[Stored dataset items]
[Start of Attachment]
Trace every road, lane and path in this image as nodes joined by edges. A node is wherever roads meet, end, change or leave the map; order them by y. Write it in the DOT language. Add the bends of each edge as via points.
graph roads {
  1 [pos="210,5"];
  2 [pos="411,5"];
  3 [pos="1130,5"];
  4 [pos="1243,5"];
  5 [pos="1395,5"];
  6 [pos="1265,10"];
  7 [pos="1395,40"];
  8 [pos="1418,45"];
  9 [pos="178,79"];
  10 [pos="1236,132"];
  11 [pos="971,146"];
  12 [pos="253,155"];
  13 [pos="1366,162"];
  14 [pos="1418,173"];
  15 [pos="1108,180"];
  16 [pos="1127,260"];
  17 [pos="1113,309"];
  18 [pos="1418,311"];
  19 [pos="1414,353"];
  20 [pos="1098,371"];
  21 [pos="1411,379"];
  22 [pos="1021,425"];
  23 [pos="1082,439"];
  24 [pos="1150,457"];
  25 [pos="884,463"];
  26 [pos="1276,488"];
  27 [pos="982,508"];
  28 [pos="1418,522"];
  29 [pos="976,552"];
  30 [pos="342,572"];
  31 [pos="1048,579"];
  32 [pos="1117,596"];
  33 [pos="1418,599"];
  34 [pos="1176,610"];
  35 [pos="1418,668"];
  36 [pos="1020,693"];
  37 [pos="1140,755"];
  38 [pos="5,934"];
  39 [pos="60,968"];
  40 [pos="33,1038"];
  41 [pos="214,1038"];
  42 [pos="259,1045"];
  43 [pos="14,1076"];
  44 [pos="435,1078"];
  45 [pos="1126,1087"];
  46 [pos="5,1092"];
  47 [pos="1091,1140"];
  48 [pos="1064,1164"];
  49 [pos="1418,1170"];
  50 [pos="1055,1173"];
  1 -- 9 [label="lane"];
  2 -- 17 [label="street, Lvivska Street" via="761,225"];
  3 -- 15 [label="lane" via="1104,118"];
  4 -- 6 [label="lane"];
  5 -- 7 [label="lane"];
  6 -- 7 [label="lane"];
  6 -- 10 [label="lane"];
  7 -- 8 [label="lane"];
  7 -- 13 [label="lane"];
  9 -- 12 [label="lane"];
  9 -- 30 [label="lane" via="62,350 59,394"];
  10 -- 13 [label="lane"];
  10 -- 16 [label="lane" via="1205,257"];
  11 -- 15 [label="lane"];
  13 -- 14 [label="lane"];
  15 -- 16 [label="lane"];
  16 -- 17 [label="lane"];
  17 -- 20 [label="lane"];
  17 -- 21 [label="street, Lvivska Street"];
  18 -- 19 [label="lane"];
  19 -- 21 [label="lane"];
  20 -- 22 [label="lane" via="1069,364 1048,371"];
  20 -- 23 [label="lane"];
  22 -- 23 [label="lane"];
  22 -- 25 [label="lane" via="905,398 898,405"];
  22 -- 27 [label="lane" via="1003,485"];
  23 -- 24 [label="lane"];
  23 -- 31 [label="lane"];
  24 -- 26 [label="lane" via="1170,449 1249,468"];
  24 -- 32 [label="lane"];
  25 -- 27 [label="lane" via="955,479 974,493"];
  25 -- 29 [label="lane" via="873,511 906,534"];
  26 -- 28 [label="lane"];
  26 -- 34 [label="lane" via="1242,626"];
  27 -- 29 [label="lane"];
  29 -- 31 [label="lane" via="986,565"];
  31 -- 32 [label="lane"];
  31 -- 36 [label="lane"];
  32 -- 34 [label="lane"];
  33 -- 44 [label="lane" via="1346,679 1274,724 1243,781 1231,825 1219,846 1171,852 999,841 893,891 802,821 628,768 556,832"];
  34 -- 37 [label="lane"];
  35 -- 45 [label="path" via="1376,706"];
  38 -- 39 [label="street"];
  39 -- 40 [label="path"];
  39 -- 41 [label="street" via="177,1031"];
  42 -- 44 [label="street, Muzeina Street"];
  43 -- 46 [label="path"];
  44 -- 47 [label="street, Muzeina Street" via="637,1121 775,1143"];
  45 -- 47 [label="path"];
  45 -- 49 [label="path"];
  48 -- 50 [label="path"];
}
[End of Attachment]
▶ The task: For the word "Muzeina", work out how many lines of the entries contain it, and state the number alone.

▶ Solution to this task: 2